Lettre parisienne
Chèr(e) ami(e)
Cela fait si longtemps que je ne t’ai pas écrit et j’ai beaucoup de choses à te raconter tant les changements dans ma vie ont été importants. Pour être plus parlant, je joins quelques photos à cette carte postale. J’ignore si, au moment où tu la recevras, tu seras en vacances ou non. Si c’est le cas, je t’en souhaite de bonnes ; si ce n’est pas le cas, prends patience.
J’ai enfin quitté Saint-Denis, troquant mon statut de dionysien contre celui de parisien. Si cette ville n’était pas dénuée de certains charmes enivrants, il était vital que je fuis aussi bien les problèmes qui lui sont inhérents que les problèmes de logement auxquels j’avais fait référence dans une précédente missive sur un peintre que j’affectionne – ces soucis sont allés en s’aggravant de manière exponentielle. Comme je répondais à un certain Cardinal me prenant par l’épaule et me demandant si à présent j’étais bien : mon bonheur est aussi grand qu’était mon désespoir il y a peu.

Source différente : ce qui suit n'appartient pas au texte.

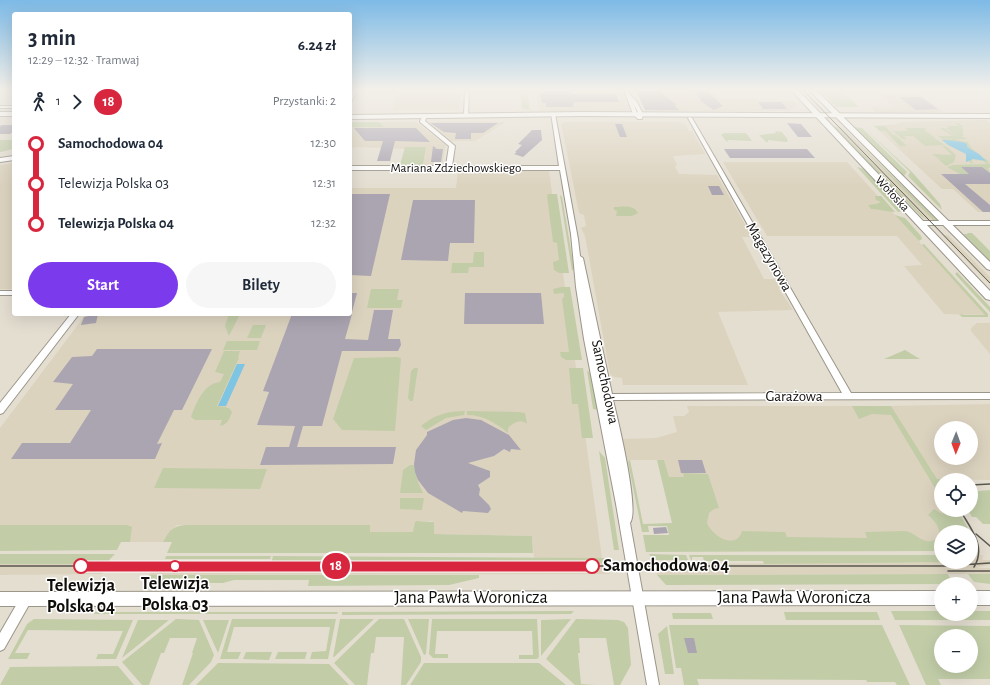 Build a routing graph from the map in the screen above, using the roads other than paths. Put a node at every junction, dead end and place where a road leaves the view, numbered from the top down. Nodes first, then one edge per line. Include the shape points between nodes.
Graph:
1 (423, 122) edge
2 (554, 122) edge
3 (692, 122) edge
4 (824, 122) edge
5 (844, 122) edge
6 (12, 158) edge
7 (0, 160) edge
8 (352, 168) edge
9 (449, 168) junction
10 (562, 168) junction
11 (919, 223) junction
12 (946, 223) junction
13 (990, 223) edge
14 (990, 267) edge
15 (0, 293) edge
16 (12, 293) edge
17 (990, 298) edge
18 (73, 316) edge
19 (848, 396) junction
20 (990, 396) edge
21 (603, 397) junction
22 (0, 410) edge
23 (638, 597) junction
24 (934, 598) edge
25 (978, 598) edge
26 (990, 598) edge
27 (0, 599) edge
28 (26, 599) junction
29 (0, 645) edge
30 (653, 685) edge

1 - 9 street via 450,143 452,147
2 - 10 street, Samochodowa
3 - 19 street, Magazynowa
4 - 11 main road, Wołoska
5 - 12 main road, Wołoska
6 - 7 street
8 - 9 street, Mariana Zdziechowskiego
9 - 10 street, Mariana Zdziechowskiego
10 - 21 street, Samochodowa via 584,275
11 - 12 street
11 - 17 main road, Wołoska
12 - 13 street
12 - 14 main road, Wołoska
15 - 16 street
18 - 22 street
19 - 20 street, Garażowa
19 - 21 street, Garażowa
21 - 23 street, Samochodowa via 628,500 627,532
23 - 24 street, Jana Pawła Woronicza
23 - 28 street, Jana Pawła Woronicza
23 - 30 street, Samochodowa
25 - 26 street
27 - 28 street, Jana Pawła Woronicza
28 - 29 street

Mais passons sur ces mauvais souvenirs. J’ai tant de choses à te dire que je ne sais par où commencer ni si j’aurai assez de place. Je sais ! Je vais commencer par le panache ! Te souviens-tu du recueil auquel j’ai participé sur la dentelle ? Tu seras aussi surpris que moi de savoir que tous les exemplaires sont partis ! Ne sois pas déçu(e) de ne pas avoir ton exemplaire ; que dis-je ?! Regrette ! En attendant une éventuelle réédition, je vais publier ma collaboration sur le rêve-errance avec l’accord de mon éditrice faiseuse de rois. Si toutefois tu tenais, à raison, à obtenir ce recueil, envoie un mail à l’association Racine et Icare. Si les demandes sont suffisantes, peut-être qu’il ressortira. À défaut de pouvoir vous procurer ce livre, jetez un coup d’oeil à leur catalogue, notamment au livre du camarade Pierre Dupuis. La consécration pour moi fut un aller-retour au Havre pour ma première séance de dédicaces ! Qu’il est étrange de signer des livres, comme c’est grisant. Cela n’a duré qu’une journée mais je garderai ce souvenir à vie. Mais revenons-en à Paris.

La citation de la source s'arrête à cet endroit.